[Exercise details]:
Below are some records; each one is to be set down again exactly.

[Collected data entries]
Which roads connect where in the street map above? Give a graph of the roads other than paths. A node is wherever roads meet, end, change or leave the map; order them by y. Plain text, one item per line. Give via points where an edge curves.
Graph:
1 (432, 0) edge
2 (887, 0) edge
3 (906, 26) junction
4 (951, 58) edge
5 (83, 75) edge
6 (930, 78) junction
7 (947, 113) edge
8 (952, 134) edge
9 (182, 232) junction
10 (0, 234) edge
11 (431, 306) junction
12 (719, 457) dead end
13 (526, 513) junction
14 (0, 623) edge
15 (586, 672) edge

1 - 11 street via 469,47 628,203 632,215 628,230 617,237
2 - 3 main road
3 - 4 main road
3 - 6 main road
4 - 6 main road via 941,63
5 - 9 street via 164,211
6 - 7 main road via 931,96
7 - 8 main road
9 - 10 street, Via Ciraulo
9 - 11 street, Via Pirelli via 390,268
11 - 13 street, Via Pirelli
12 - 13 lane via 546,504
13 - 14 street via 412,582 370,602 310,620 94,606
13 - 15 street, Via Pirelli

[Your solution]:
Which roads connect where in the street map above? Give a graph of the roads other than paths. A node is wherever roads meet, end, change or leave the map; order them by y. Plain text, one item per line. Give via points where an edge curves.
Graph:
1 (432, 0) edge
2 (887, 0) edge
3 (906, 26) junction
4 (951, 58) edge
5 (83, 75) edge
6 (930, 78) junction
7 (947, 113) edge
8 (952, 134) edge
9 (182, 232) junction
10 (0, 234) edge
11 (431, 306) junction
12 (719, 457) dead end
13 (526, 513) junction
14 (0, 623) edge
15 (586, 672) edge

1 - 11 street via 469,47 628,203 632,215 628,230 617,237
2 - 3 main road
3 - 4 main road
3 - 6 main road
4 - 6 main road via 941,63
5 - 9 street via 164,211
6 - 7 main road via 931,96
7 - 8 main road
9 - 10 street, Via Ciraulo
9 - 11 street, Via Pirelli via 390,268
11 - 13 street, Via Pirelli
12 - 13 lane via 546,504
13 - 14 street via 412,582 370,602 310,620 94,606
13 - 15 street, Via Pirelli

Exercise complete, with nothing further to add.